# Your instructions
Produce a copy of every line in the records that holds the string "Batı".

Collected data entries:

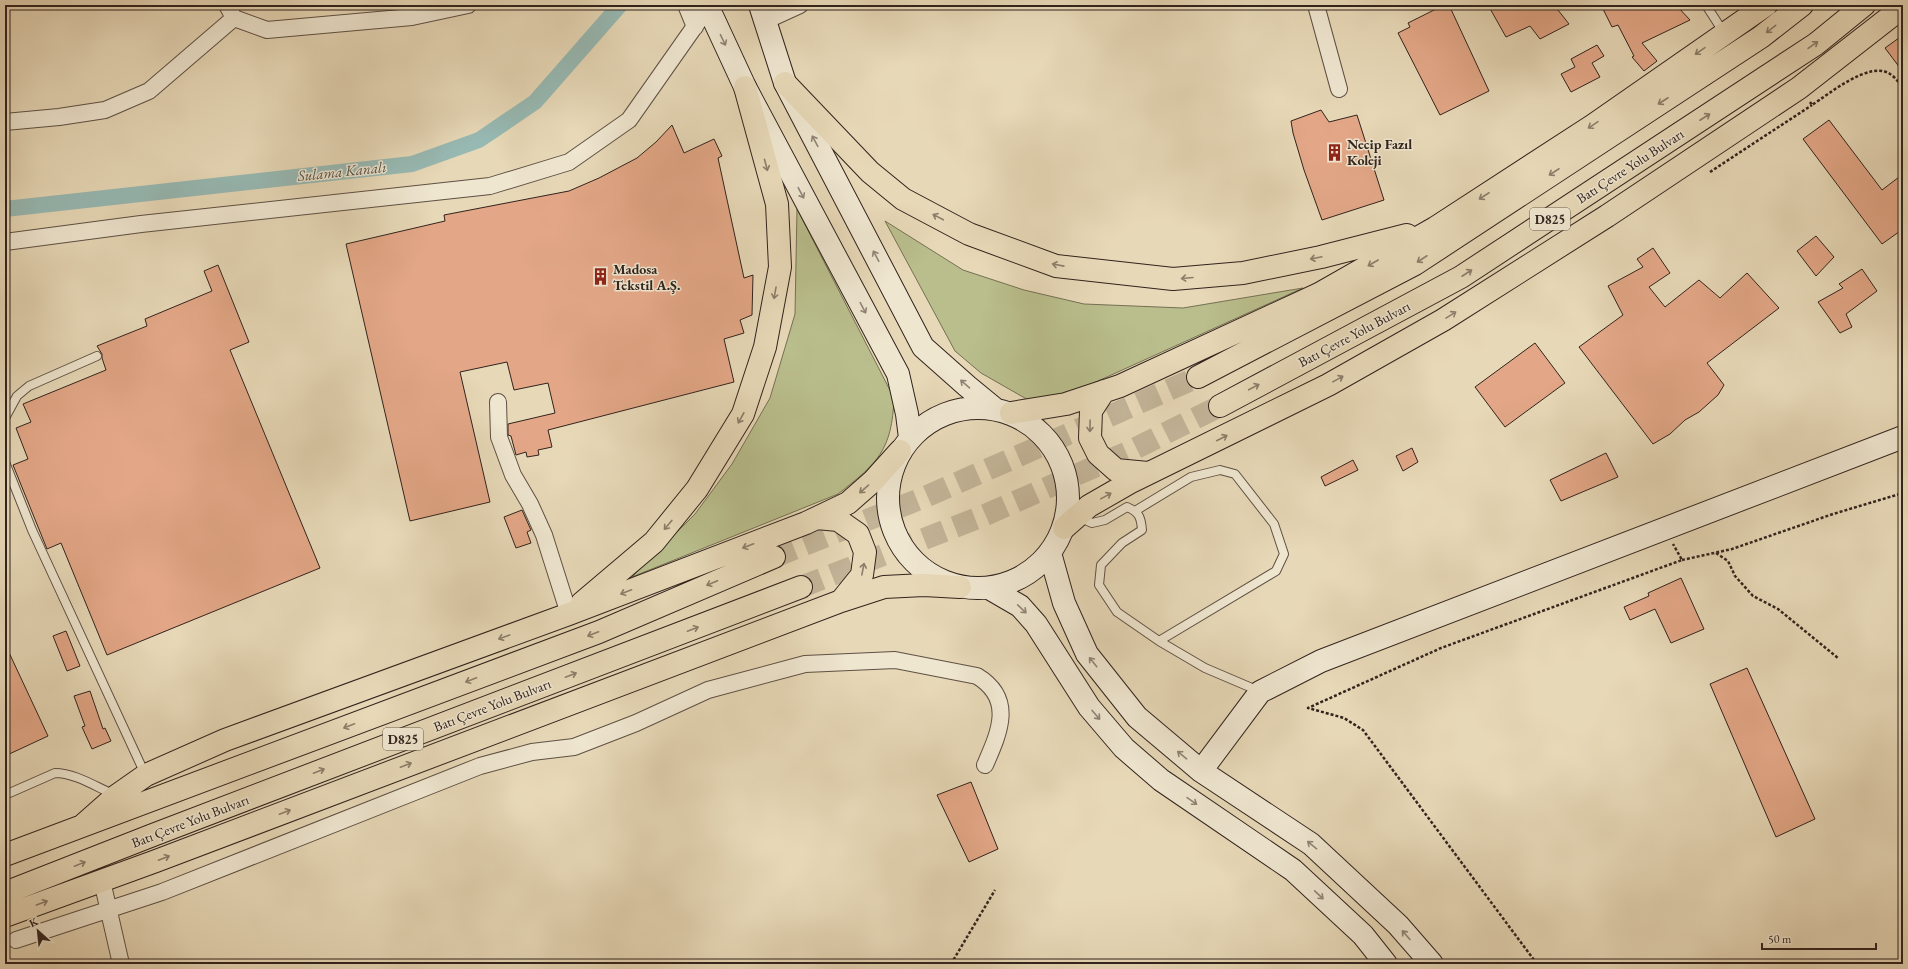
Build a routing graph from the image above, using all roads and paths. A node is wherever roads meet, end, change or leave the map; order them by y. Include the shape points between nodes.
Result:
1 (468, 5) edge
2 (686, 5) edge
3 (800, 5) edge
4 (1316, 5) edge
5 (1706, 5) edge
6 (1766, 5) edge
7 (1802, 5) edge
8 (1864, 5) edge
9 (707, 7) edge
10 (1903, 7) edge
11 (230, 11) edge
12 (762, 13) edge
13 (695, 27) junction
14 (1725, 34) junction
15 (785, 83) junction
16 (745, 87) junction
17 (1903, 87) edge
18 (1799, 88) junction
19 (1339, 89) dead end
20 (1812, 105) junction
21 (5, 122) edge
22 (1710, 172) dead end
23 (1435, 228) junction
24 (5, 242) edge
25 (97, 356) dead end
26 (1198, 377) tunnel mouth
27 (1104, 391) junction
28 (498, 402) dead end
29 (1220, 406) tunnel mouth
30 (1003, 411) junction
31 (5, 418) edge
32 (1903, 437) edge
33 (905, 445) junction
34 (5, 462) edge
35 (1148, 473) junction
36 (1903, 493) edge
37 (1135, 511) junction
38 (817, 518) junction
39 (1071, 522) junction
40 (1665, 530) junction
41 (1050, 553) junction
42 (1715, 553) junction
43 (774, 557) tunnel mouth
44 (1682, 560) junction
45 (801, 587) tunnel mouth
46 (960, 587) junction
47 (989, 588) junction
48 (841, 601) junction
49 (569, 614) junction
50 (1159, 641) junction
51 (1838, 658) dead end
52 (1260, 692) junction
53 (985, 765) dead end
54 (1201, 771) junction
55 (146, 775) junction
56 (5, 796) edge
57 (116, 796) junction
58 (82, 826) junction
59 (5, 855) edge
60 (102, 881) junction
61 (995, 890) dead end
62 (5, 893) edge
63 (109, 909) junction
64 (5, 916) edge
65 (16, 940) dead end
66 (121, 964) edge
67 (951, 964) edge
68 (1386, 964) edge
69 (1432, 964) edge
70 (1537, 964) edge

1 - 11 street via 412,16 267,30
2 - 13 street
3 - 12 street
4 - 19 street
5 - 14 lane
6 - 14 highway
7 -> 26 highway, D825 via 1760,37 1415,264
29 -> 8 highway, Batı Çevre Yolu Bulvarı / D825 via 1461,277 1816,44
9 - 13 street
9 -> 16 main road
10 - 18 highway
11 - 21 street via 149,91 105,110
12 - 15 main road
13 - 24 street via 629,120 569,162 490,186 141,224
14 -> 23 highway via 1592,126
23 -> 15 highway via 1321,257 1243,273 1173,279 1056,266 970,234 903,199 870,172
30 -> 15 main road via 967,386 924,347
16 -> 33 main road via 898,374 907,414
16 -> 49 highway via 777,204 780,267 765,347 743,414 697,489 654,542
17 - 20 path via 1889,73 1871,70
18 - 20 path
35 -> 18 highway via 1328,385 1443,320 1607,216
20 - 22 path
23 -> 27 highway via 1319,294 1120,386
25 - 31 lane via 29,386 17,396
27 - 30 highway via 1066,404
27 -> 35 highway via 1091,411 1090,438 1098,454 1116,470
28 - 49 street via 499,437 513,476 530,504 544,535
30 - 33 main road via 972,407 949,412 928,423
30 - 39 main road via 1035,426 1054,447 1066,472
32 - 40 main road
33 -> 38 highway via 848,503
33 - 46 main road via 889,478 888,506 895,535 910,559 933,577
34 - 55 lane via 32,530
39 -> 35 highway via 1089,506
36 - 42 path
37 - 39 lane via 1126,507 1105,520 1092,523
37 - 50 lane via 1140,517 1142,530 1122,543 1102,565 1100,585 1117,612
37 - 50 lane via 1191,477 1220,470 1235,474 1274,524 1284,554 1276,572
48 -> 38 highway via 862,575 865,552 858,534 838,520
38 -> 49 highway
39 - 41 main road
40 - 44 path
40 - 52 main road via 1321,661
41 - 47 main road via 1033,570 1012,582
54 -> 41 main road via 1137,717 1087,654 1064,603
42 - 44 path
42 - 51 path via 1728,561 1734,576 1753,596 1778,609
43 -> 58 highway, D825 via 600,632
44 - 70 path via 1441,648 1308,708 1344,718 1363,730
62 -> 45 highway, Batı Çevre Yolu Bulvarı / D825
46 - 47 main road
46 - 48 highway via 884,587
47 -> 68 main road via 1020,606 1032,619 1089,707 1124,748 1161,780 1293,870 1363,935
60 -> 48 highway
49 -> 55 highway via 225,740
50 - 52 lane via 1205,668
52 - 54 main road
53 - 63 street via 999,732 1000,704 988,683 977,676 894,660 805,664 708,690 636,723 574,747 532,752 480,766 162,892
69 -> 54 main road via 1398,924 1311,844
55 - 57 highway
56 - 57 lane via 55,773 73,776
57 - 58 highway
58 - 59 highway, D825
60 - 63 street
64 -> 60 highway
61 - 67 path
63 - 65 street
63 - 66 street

--

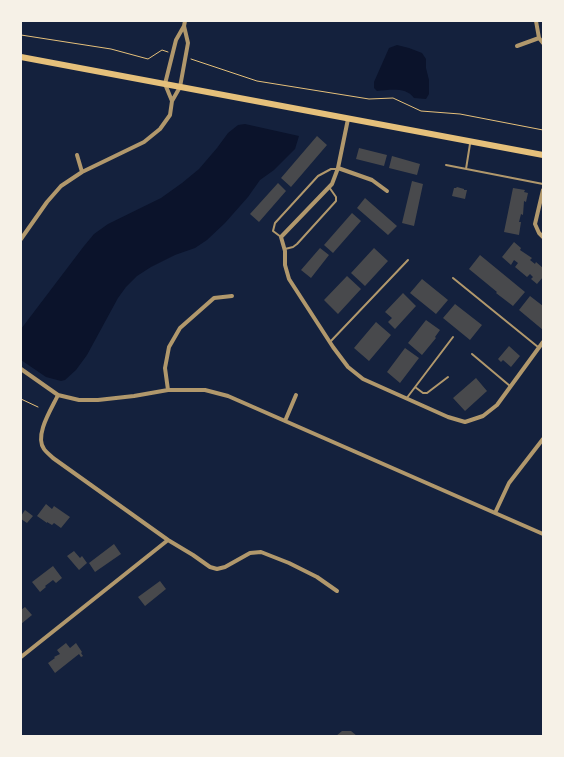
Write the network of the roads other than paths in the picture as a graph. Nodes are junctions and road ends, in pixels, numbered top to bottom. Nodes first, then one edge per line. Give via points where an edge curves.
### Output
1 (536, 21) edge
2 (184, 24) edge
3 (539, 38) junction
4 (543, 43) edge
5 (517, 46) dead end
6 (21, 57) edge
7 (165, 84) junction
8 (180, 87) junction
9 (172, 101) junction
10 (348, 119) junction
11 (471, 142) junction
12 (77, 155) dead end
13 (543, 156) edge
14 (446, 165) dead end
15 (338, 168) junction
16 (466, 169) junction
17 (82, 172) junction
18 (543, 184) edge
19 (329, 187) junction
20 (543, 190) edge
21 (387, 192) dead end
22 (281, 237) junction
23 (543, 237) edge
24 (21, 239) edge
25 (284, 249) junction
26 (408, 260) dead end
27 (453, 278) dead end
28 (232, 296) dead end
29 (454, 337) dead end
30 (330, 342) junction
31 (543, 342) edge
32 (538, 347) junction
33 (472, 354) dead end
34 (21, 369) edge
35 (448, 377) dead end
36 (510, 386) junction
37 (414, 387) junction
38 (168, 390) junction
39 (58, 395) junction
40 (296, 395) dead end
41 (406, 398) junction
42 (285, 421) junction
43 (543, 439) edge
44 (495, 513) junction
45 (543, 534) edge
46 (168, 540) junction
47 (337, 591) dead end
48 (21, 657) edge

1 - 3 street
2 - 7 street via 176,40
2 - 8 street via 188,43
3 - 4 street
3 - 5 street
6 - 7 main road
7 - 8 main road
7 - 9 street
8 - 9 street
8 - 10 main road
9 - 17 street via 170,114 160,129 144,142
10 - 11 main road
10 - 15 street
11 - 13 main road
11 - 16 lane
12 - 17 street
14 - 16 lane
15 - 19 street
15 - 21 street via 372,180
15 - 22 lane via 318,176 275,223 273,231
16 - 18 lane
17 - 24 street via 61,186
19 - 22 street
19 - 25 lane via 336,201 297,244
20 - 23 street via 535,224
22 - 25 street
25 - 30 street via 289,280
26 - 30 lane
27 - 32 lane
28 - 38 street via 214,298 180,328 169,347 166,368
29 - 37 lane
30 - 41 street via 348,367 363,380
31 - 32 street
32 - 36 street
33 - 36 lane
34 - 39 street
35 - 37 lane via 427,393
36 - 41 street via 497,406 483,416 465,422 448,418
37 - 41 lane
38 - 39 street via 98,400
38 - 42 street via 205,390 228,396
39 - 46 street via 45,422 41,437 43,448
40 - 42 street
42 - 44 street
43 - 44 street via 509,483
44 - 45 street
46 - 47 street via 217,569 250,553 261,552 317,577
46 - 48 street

# Output for this exercise
29 -> 8 highway, Batı Çevre Yolu Bulvarı / D825 via 1461,277 1816,44
62 -> 45 highway, Batı Çevre Yolu Bulvarı / D825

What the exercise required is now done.